1. Invoquant l’article 6 § 1 de la Convention, le requérant se plaint du fait que le dossier américain complet n’était pas joint au dossier pénal belge, seule une partie des documents, sélectionnés par les enquêteurs, y figurant. Il fait valoir que le ministère public aurait dû déposer l’entièreté du dossier américain pour permettre l’exercice des droits de la défense et assurer l’équité du procès.

2. Toujours au titre de l’article 6 § 1, il se plaint aussi du refus de la cour d’appel de rouvrir les débats pour permettre au ministère public de déposer de nouvelles pièces, sans même prendre connaissance du contenu de ces pièces.

Il explique que ces circonstances l’ont empêché de plaider efficacement, le cas échéant, l’irrégularité du déclenchement de la procédure pénale et l’existence d’une provocation de la part des autorités américaines, ainsi que la pertinence des éléments de preuves à son égard.

EN DROIT

Le requérant allègue que la procédure pénale dirigée contre lui a porté, à deux égards, atteinte à l’article 6 § 1 de la Convention dont les parties pertinentes se lisent comme suit :

« 1. Toute personne a droit à ce que sa cause soit entendue équitablement, (...), par un tribunal (..), qui décidera (...) du bien-fondé de toute accusation en matière pénale dirigée contre elle. »

1. Le requérant se plaint d’abord du fait que le dossier américain complet n’était pas joint au dossier pénal belge, seule une partie de celui-ci y figurant.

La Cour rappelle qu’aux termes de l’article 35 § 1 de la Convention elle ne peut être saisie qu’après l’épuisement des voies de recours. Or, il ne ressort pas des pièces du dossier que le requérant ait soulevé ce grief devant la Cour de cassation. Le requérant n’a, dès lors, pas satisfait, quant à ce grief, à cette condition de l’épuisement.

Il s’ensuit que ce grief doit être rejeté pour non-épuisement des voies de recours internes, en application de l’article 35 §§ 1 et 4 de la Convention.

2. Le requérant se plaint aussi du refus de la cour d’appel de rouvrir les débats pour permettre au ministère public de déposer de nouvelles pièces.

Le Gouvernement fait valoir que les pièces litigieuses n’étaient parvenues au Parquet que le 22 mai 2002. Par ailleurs, la majorité de ces pièces étaient identiques à celles dont la police fédérale avait reçu copie à l’occasion de l’exécution de la commission rogatoire et qui se trouvaient déjà dans le dossier. Il en déduit que la cour d’appel n’a pas violé l’article 6 § 1 par son refus d’ordonner la réouverture des débats.

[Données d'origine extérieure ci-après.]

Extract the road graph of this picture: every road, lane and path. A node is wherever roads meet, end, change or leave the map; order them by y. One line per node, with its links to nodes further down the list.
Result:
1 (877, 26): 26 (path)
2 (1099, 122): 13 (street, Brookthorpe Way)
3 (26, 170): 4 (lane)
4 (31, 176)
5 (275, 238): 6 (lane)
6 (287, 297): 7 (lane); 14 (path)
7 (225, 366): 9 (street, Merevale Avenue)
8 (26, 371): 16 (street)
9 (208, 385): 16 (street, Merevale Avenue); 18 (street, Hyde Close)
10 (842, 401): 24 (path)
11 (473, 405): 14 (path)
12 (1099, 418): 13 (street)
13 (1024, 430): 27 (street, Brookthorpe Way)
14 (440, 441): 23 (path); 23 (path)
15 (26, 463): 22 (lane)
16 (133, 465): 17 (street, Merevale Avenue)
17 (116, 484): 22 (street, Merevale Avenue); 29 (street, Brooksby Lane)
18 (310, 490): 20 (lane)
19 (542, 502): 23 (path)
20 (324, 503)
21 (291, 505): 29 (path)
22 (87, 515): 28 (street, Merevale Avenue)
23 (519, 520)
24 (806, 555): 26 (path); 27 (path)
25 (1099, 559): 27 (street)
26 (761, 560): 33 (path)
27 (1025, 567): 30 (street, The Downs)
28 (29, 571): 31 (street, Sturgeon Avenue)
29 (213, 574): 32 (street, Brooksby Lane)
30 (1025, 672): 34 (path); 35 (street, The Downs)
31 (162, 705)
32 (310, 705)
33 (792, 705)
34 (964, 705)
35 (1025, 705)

Le requérant relève d’abord que le Gouvernement se borne à des affirmations, sans indiquer quel était le contenu des pièces ou en transmettre une copie. De ce fait, il n’est toujours pas possible de savoir quelles étaient les nouvelles pièces dont la jonction au dossier pénal était demandée. Il insiste ensuite sur le fait qu’en refusant la jonction de ces pièces sans avoir pris connaissance de leur contenu, la cour d’appel a adopté une attitude qui constitue en elle-même déjà une violation du droit à un procès équitable.

La Cour estime, à la lumière de l’ensemble des arguments des parties, que ce grief pose de sérieuses questions de fait et de droit qui ne peuvent être résolues à ce stade de l’examen de la requête, mais nécessitent un examen au fond. Il s’ensuit que ce grief ne saurait être déclaré manifestement mal fondé, au sens de l’article 35 § 3 de la Convention, aucun autre motif d’irrecevabilité n’a été relevé.

Par ces motifs, la Cour, à l’unanimité,

Déclare recevable, tous moyens de fond réservés, le grief du requérant concernant le refus de la cour d’appel de rouvrir les débats pour permettre au ministère public de déposer de nouvelles pièces ;

Déclare la requête irrecevable pour le surplus.